9) With this extended evaluation, I then go back to (4), using the already optimized values for the old parameters, to see if beneficial weights for the new terms can be found.

I am curious what this will lead to!

It is of course a type of learning but it is not Reinforcement Learning. RL as defined has a reward and penalty for each and every situation. If a child touches a hot burner on the kitchen stove the penalty the child receives reinforces what their parent told them, "don't touch the burner". In pavlov's dog experiments a wrong action got the dog a electric shock and a right action got the dog a treat. Each decision the dog made resulted in either positive or negative reinforcement. Adapted to chess, every move is a decision and therefore every move should receive positive or negative reinforcement. It is just experiential learning as in even though the evaluator combined with a limited depth search says a move is good or bad a hundred or a thousand, etc, games played to the end shows something different. Therefore each game played should nudge the evaluation for that position just slightly so that an accumulation of experience will eventually (maybe after ten games from that position, maybe 4) cause a different move to be scored higher. Each games moves can be stored in a hash or a tree on the hard drive. A hash could detect transpositions but may lose data due to collisions. A tree remembers all moves but may not be able to handle transpositions. The true power of RL comes from the fact that accumulated information far away from the limited search is used to affect the search. Since modified valuations are stored the entire subtree that has been experienced can be loaded into the search hash. Therefore the RL does not dictate to but only influences the search. And as long as the hash is not cleared after each game move the influence remains even if there is no more subtree to load.

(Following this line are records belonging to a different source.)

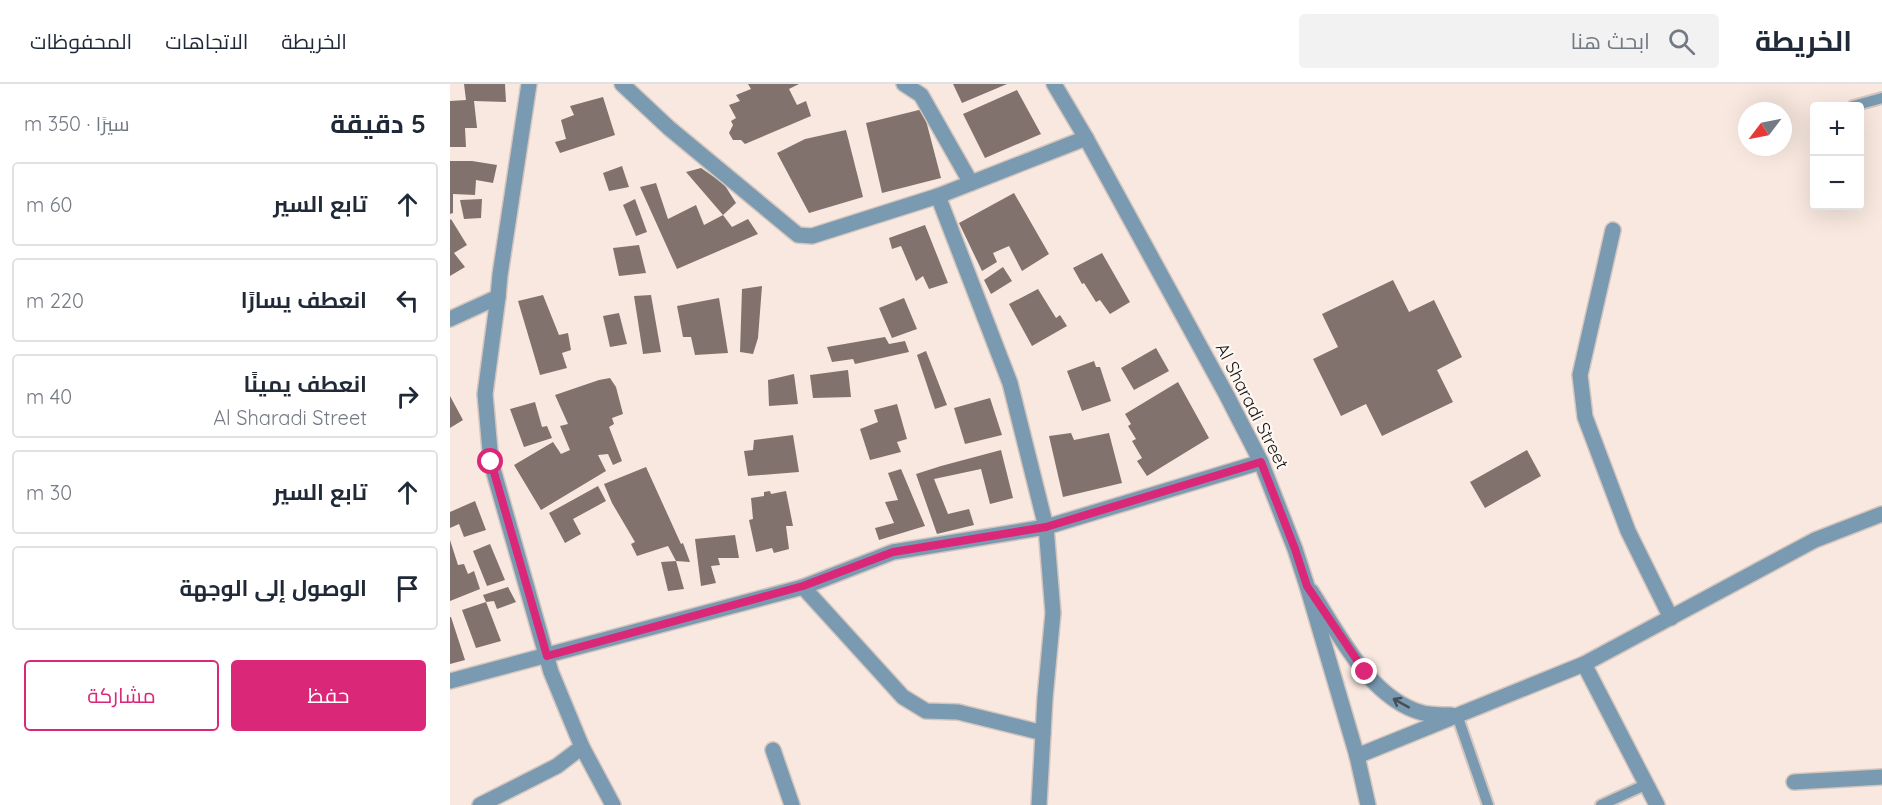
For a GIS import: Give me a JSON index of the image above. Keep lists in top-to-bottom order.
{
  "streets": {
    "street": ["Al Sharadi Street"]
  },
  "north": "bottom left",
  "page": {
    "header": "الخريطة",
    "search": "ابحث هنا",
    "nav": ["الخريطة", "الاتجاهات", "المحفوظات"],
    "heading": ["5 دقيقة", "سيرًا · 350 m"],
    "map_buttons": ["+", "−"],
    "list": [
      ["تابع السير", "60 m"],
      ["انعطف يسارًا", "220 m"],
      ["انعطف يمينًا", "Al Sharadi Street", "40 m"],
      ["تابع السير", "30 m"],
      "الوصول إلى الوجهة"
    ],
    "buttons": ["حفظ", "مشاركة"]
  }
}
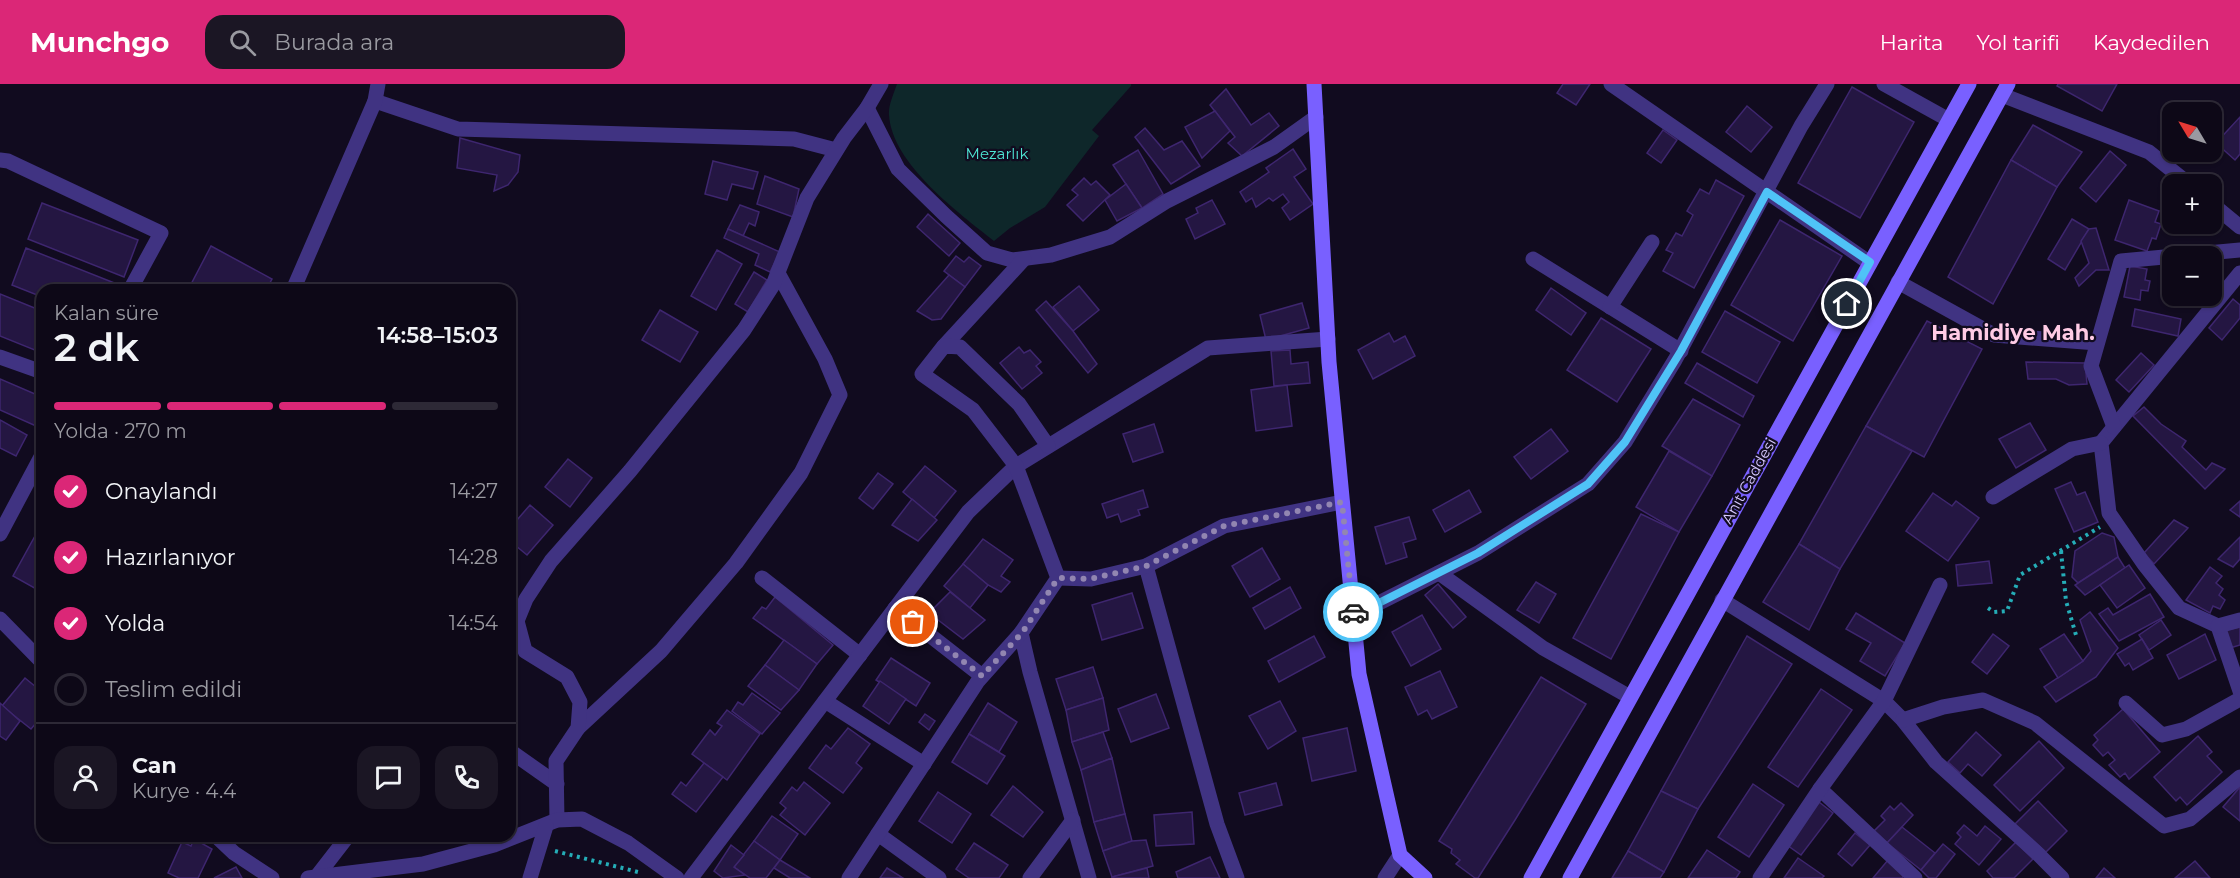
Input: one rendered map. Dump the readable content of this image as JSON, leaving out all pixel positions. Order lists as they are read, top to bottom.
{
  "streets": {
    "main road": ["Anıt Caddesi"]
  },
  "districts": ["Hamidiye Mah."],
  "parks": ["Mezarlık"],
  "north": "top left",
  "page": {
    "header": "Munchgo",
    "search": "Burada ara",
    "nav": ["Harita", "Yol tarifi", "Kaydedilen"],
    "map_buttons": ["+", "−"],
    "heading": ["2 dk", "Kalan süre", "14:58–15:03"],
    "panel": ["Can", "Kurye · 4.4"],
    "bar": "Yolda · 270 m",
    "list": [
      ["Onaylandı", "14:27"],
      ["Hazırlanıyor", "14:28"],
      ["Yolda", "14:54"],
      "Teslim edildi"
    ]
  }
}
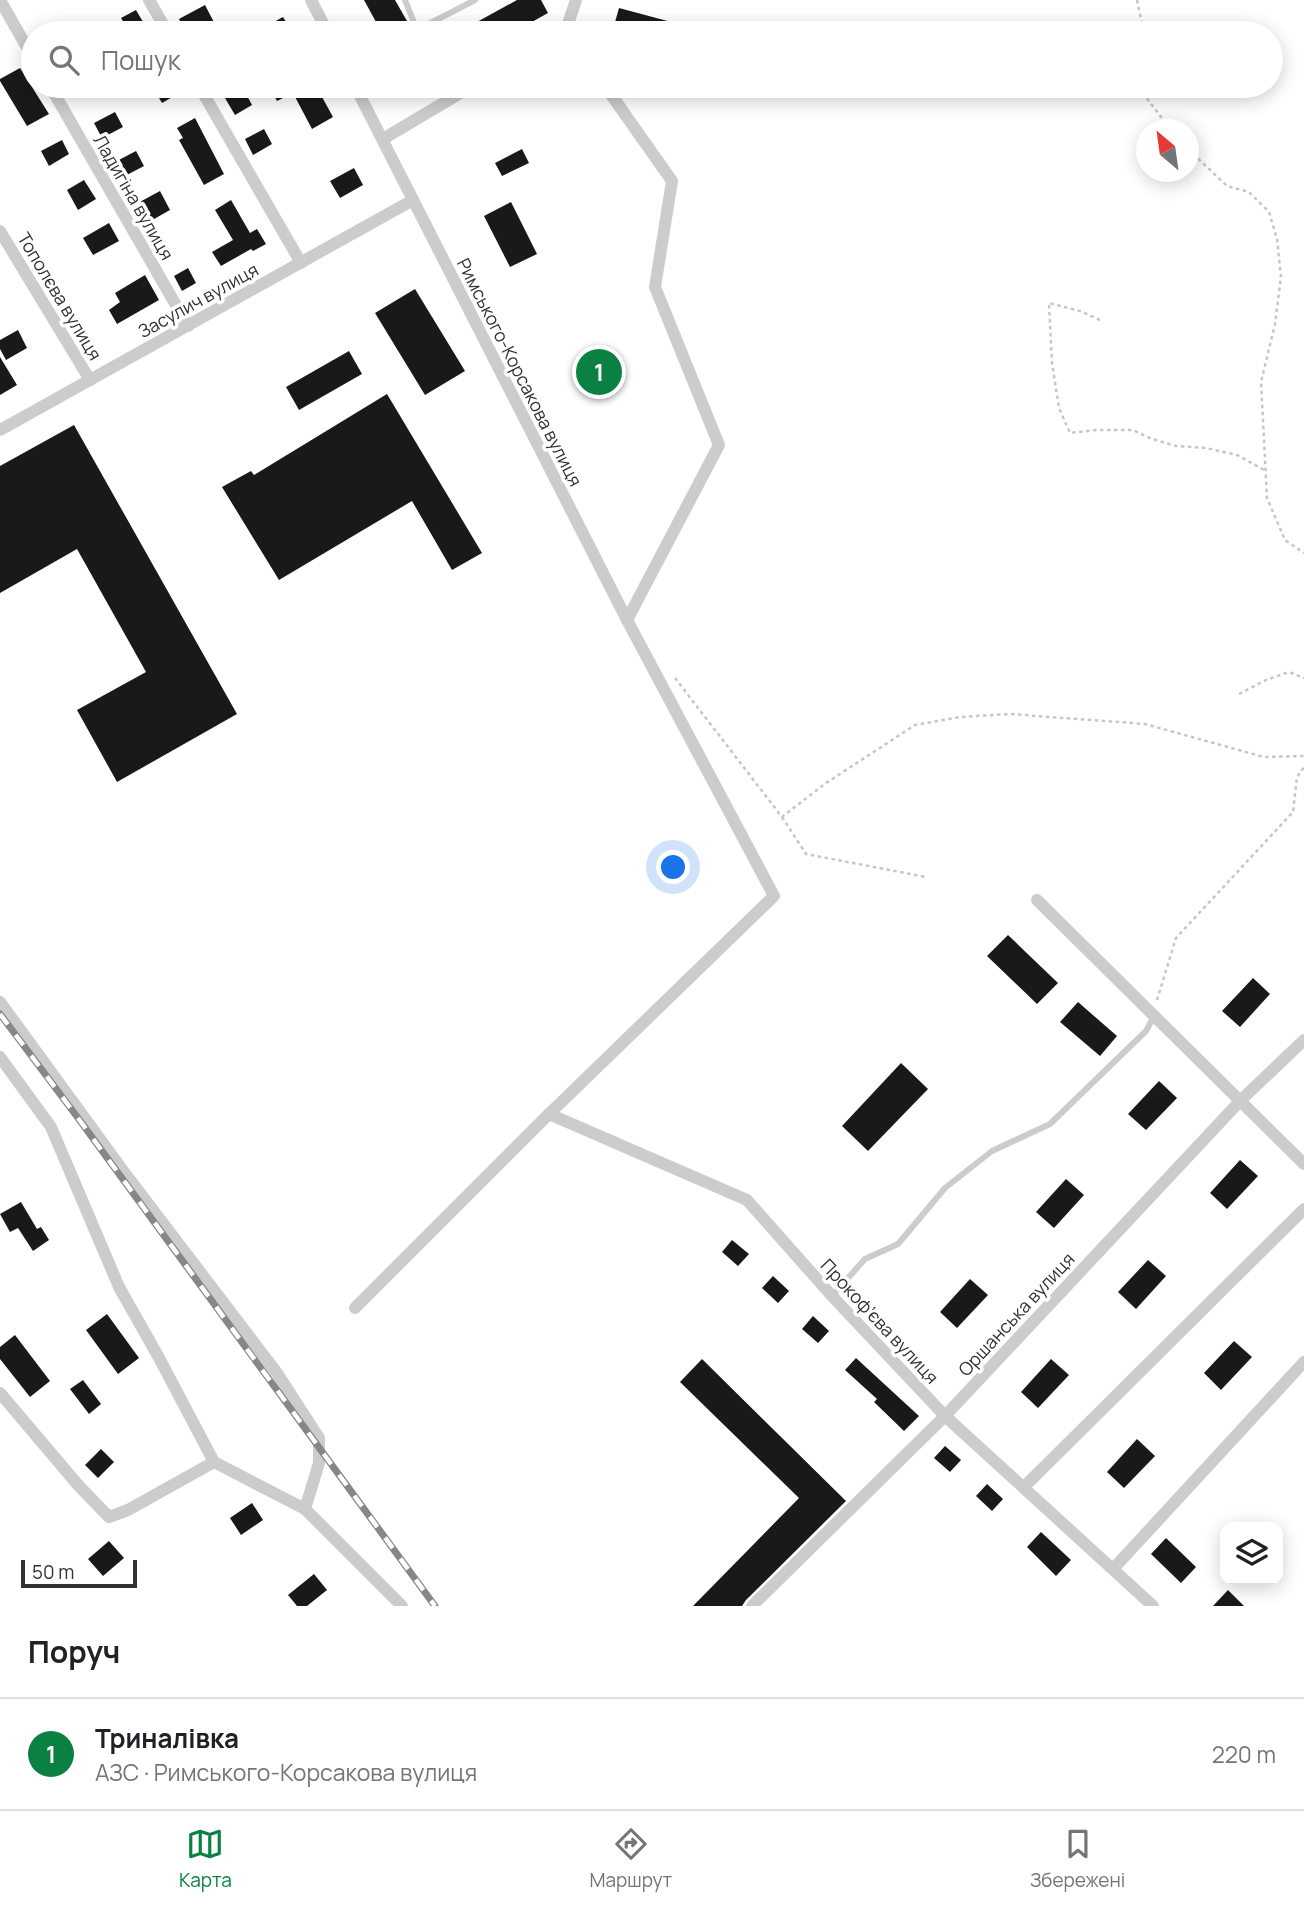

But that is so yesterday. "We" want to move past end of game learning to learning in real time. Let me start by asking a question. In the case of SF how much is a 40 ply search worth over a 20 ply search if there are no tactics to find? And does not a null move (I do not mean the normal null move) find tactical threats anyway? So imagine that the iteration depth called for is 40 ply. A standard AB search is also so yesterday. Instead search each root move to only 20 ply deep. Play the best move and repeat until 40 ply moves have been made. Now there is information from 60 ply deep which means that the root move will have the score from the last 20 ply search which has information 60 ply away. Now since a 20 ply search is completed in a tiny fraction of the time a 40 ply search can be completed the iterative depth can maybe reach 60 ply instead of 40. And now the 60 ply "search" that uses 30 ply searches returns information from 90 ply away. That could be the framework in which RT RL can be done. So let's say that a list of moves searched to 20 ply deep has a score for each move. Those moves can be stored in memory that is a tree structure. RL adjustments can be made to each move and the 40 ply move sequences can be played many times thus enabling RT RL. Now maybe the iterative search may only reach 50 ply instead of 60 but it will still contain information from 75 ply away. But it will be learned information. Okay, now the null move. If we are in say the 40 ply iterative level and we are doing 20 ply searches it is trivial to insert a null move at each step to judge the threat and either cut that line off or possibly extend that line, etc.

This is the future of search in games like chess once it can be demonstrated.

hgm · Post by **hgm** » Wed Feb 17, 2021 9:38 pm

Mike Sherwin wrote: ↑Wed Feb 17, 2021 8:20 pmIt is of course a type of learning but it is not Reinforcement Learning.

You are wrong about that. It is reinforcement learning because I tune the evaluation on the data generated by the engine itself. It would be supervised learning if I showed it data from good games, and tell it: "this shows you what you should do!".

But here I let the engine behave the way it wants, and depending on whether the spontaneously exhibited behavior was good (= game won) or bad (= game lost) I award or punish the engine by increasing or decreasing the eval parameters that led to the behavior (i.e. to a high score for the positions in the game).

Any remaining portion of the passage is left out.